# Markov Chain basics

Let's demonstrate a simple [Markov Chain](https://en.wikipedia.org/wiki/Markov_chain).
> A Markov chain or Markov process is a stochastic model describing a sequence of possible events in which the probability of each event depends only on the state attained in the previous event

## US Cities
To demonstrate this, we'll see if we can make something that generates city names.

For this section, we'll get to where we have input data being read successfully.  I downloaded a CSV of city names from https://simplemaps.com/data/us-cities

I've included the first few records of that dataset here, but feel free to replace it with the full data.

In [110]:
import csv
from dataclasses import dataclass
import random
from typing import Iterable, List


In [12]:
def get_cities(input_file: str = 'data/uscities-sample.csv') -> List[str]:
    city_names = []
    with open(input_file, mode='r') as f:
        csv_file = csv.reader(f)
        first = True
        for line in csv_file:
            if first:
                first = False
                continue
            city_names.append(line[0])
    return city_names        

In [13]:
get_cities()

['New York',
 'Los Angeles',
 'Chicago',
 'Miami',
 'Houston',
 'Dallas',
 'Philadelphia',
 'Atlanta',
 'Washington',
 'Boston',
 'Phoenix',
 'Detroit']

Now that we have some input data to work with we're ready to try making a Markov Chain.

## Markov Chain
The idea we're going with is that given some previous letters, generate the next letter.  Or, alternatively, we could stop and say we're done.  Let's add two special characters to our system to signify the end.  We'll use '.' to indicate that the last letter has been generated.  We want to have a method to accept some training data, and a method to generate something.

In [15]:
class MarkovGenerator:
    def __init__(self):
        self._end_char = '.' # Used internally to indicate this is the end of the string.
    
    def train(self, sample: str):
        """Accept one sample of training data."""
        pass

    def generate(self) -> str:
        """Generate one example."""
        pass

What we're going to do is track the probability of the next character based on what we've seen in the training data.  Imagine our full corpus of training data was the word "Catalina".  Let's make the probability of the next letter entirely based on looking just at the previous character.  We'd end up with a table that looks like this:

|Letter | Next letter possibilities |
|-------|---------------------------|
|C | a |
|a | t, l, . |
|t | a |
|l | i |
|n | a |

In our very small training data, if we have a capital C, the only possible next letter is 'a'.  If we have an 'a', then the next letter could be either 't' or 'l', or it could be the end of the sequence.

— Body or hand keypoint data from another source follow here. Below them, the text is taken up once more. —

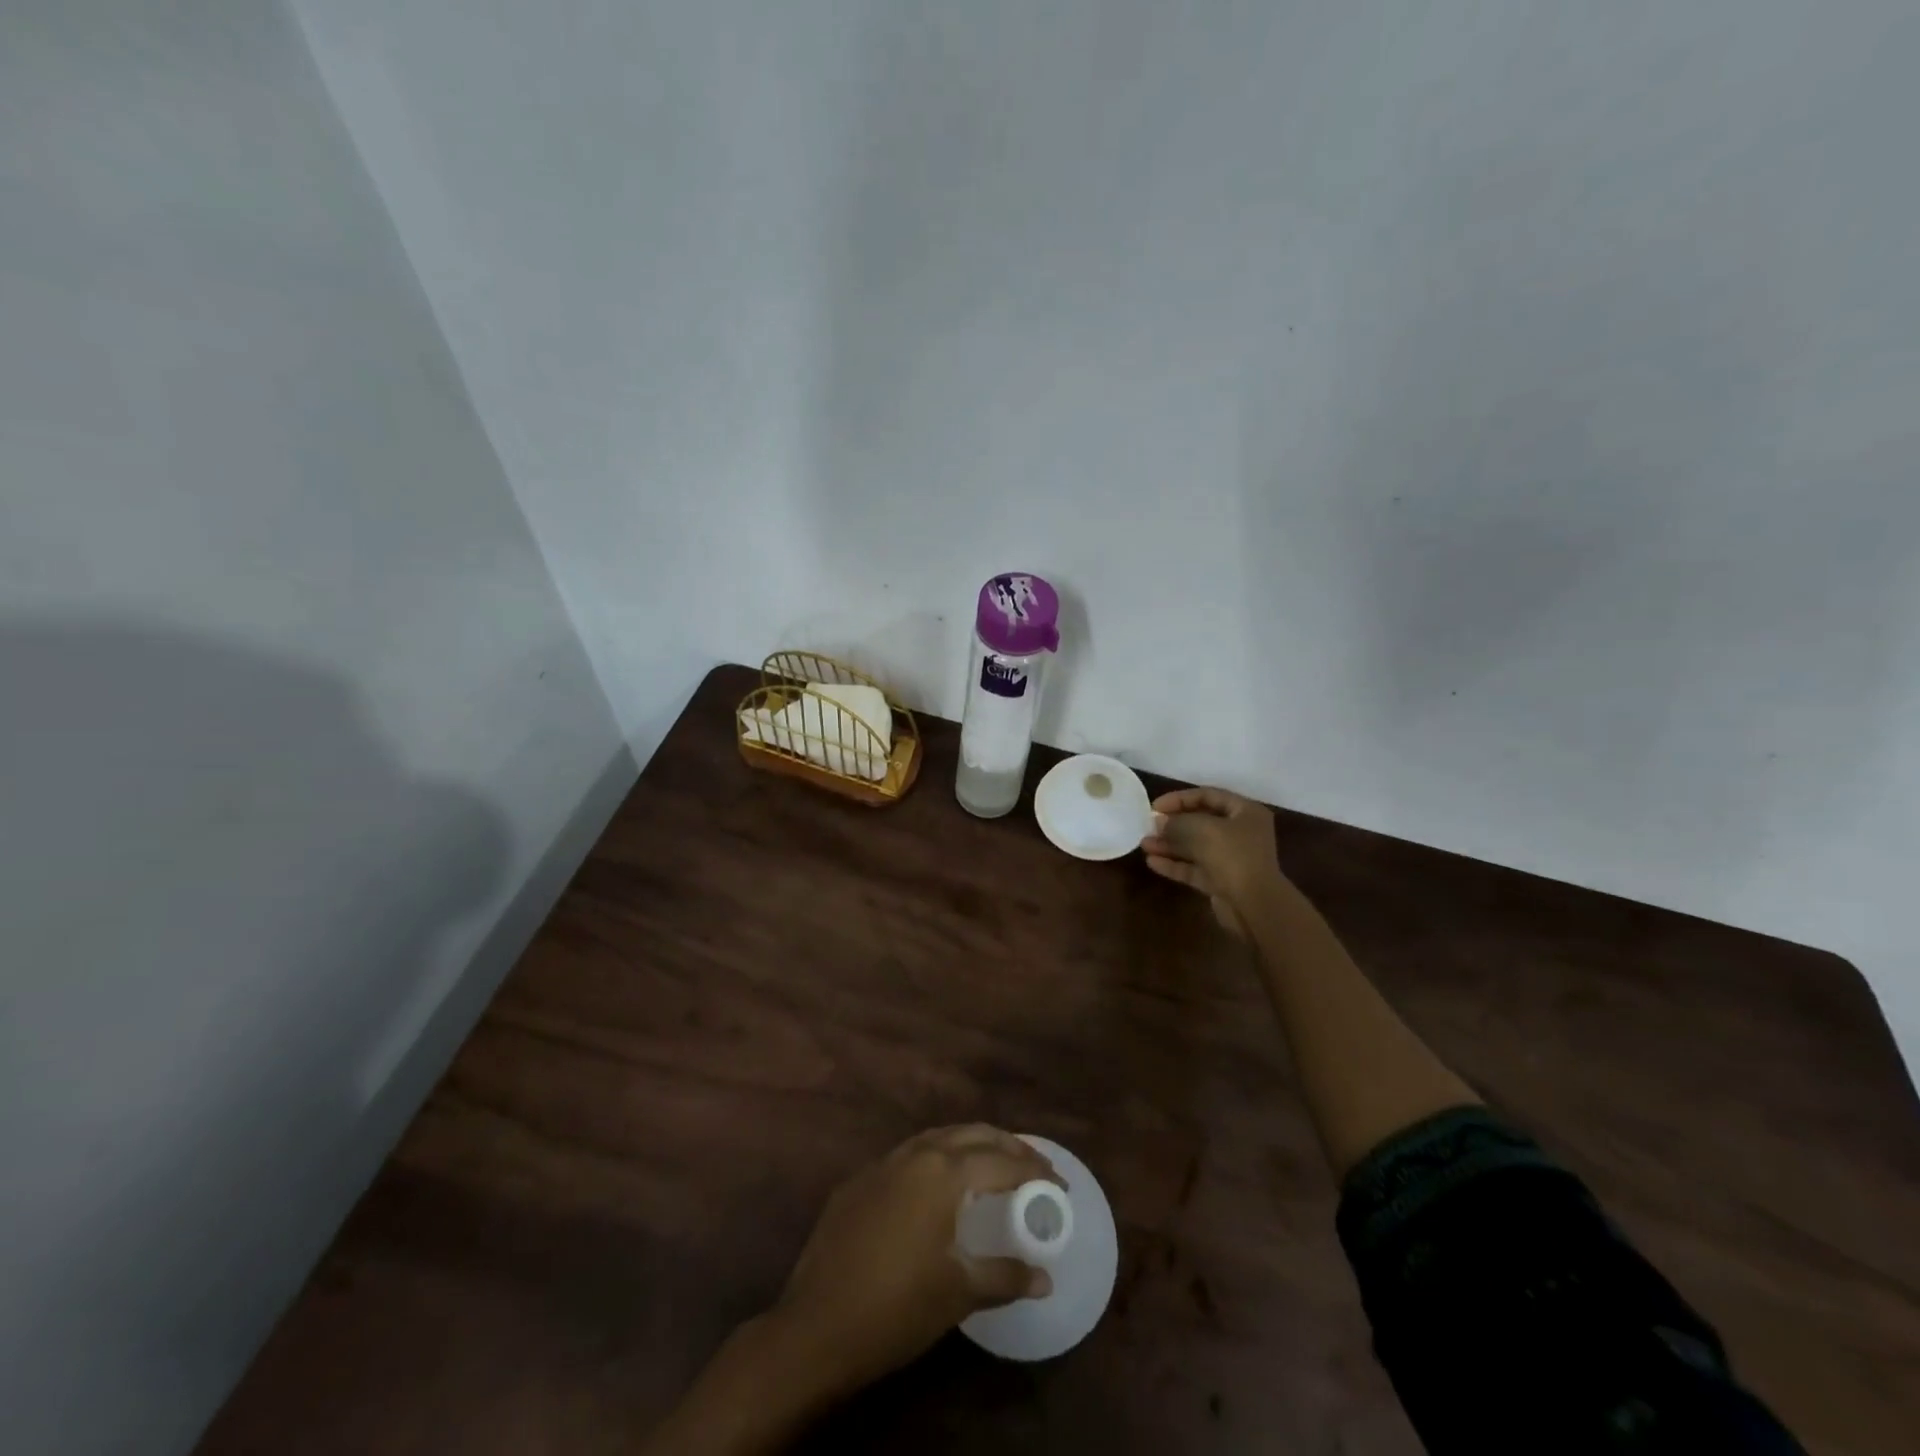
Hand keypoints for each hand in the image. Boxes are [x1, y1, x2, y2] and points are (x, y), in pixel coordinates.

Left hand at [777, 1124, 1061, 1392]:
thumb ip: (1004, 1275)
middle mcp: (915, 1154)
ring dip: (972, 1145)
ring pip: (939, 1138)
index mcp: (943, 1173)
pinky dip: (938, 1158)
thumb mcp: (959, 1293)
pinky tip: (941, 1183)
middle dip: (1008, 1146)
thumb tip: (1044, 1276)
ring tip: (995, 1164)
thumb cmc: (896, 1308)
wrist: (815, 1326)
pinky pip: (910, 1155)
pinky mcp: (860, 1180)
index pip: (1002, 1161)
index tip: (1060, 1184)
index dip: (1035, 1171)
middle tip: (1035, 1166)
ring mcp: (883, 1163)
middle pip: (972, 1135)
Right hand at [1141, 786, 1286, 936]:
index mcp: (1245, 812)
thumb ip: (1176, 822)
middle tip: (1149, 826)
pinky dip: (1175, 864)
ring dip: (1170, 845)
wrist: (1254, 905)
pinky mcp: (1222, 882)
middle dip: (1173, 824)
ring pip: (1195, 847)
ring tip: (1145, 844)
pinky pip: (1195, 868)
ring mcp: (1232, 859)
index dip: (1179, 798)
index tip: (1154, 807)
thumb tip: (1159, 822)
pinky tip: (1152, 862)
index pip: (1208, 795)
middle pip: (1201, 822)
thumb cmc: (1232, 856)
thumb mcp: (1201, 829)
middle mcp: (1241, 833)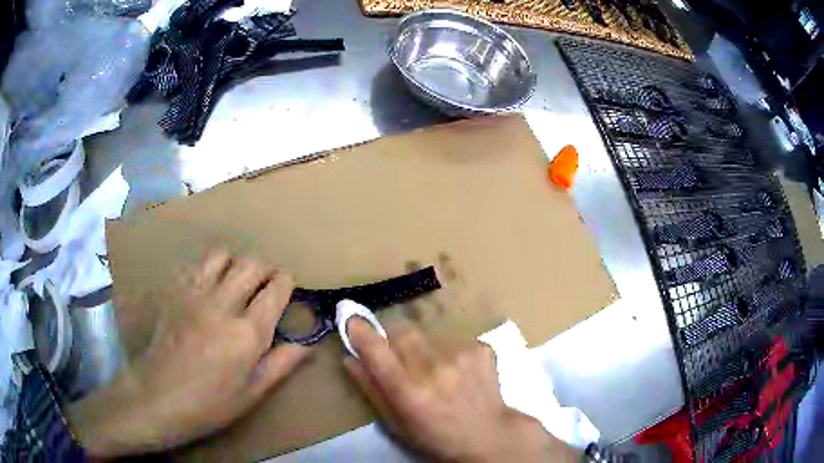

You can imagine making a similar table that looks back more letters, like 2 or 3.  We're going to extend our class to do these things now.

One trick we're going to use is trim a string down to the last N characters, like this:

In [25]:
'hello'[-2:] # Take the last 2 characters

'lo'

We're going to need to keep track of the information on the right side of that table.  We need to collect statistics about each letter and how often it occurs.

In [47]:
class MarkovCell:
    """Keeps track of statistics for a set of prior letters.
    
    One instance of this corresponds to the **rows** in the "Catalina" example table above.
    """
    def __init__(self, prior_letters: str):
        self.prior_letters = prior_letters
        self.total_count = 0 # How many training examples we have seen.
        self.next_letters = {} # Key: the letter. Value: how many times we have seen that letter.
    
    def add_letter(self, letter: str):
        self.total_count += 1
        count = self.next_letters.get(letter, 0) # Will return 0 if we have never seen this one before.
        count += 1
        self.next_letters[letter] = count
    
    def __repr__(self):
        entries = []
        for key, value in self.next_letters.items():
            entries.append(f'{key}:{value}')
        all_entries = ', '.join(entries)
        return f'MarkovCell({all_entries})'

In [48]:
   
class MarkovGenerator:
    def __init__(self, lookback_size=2):
        self._end_char = '.' # Used internally to indicate this is the end of the string.
        self._lookback_size = lookback_size
        self._stats = {} # This will be keyed by the previous characters. Value will be a MarkovCell instance.
    
    def train(self, sample: str):
        """Accept one sample of training data."""
        prev_chars = ''
        # Add special character to indicate end of sample.
        sample += self._end_char
        for current_char in sample:
            print(f'char={current_char}')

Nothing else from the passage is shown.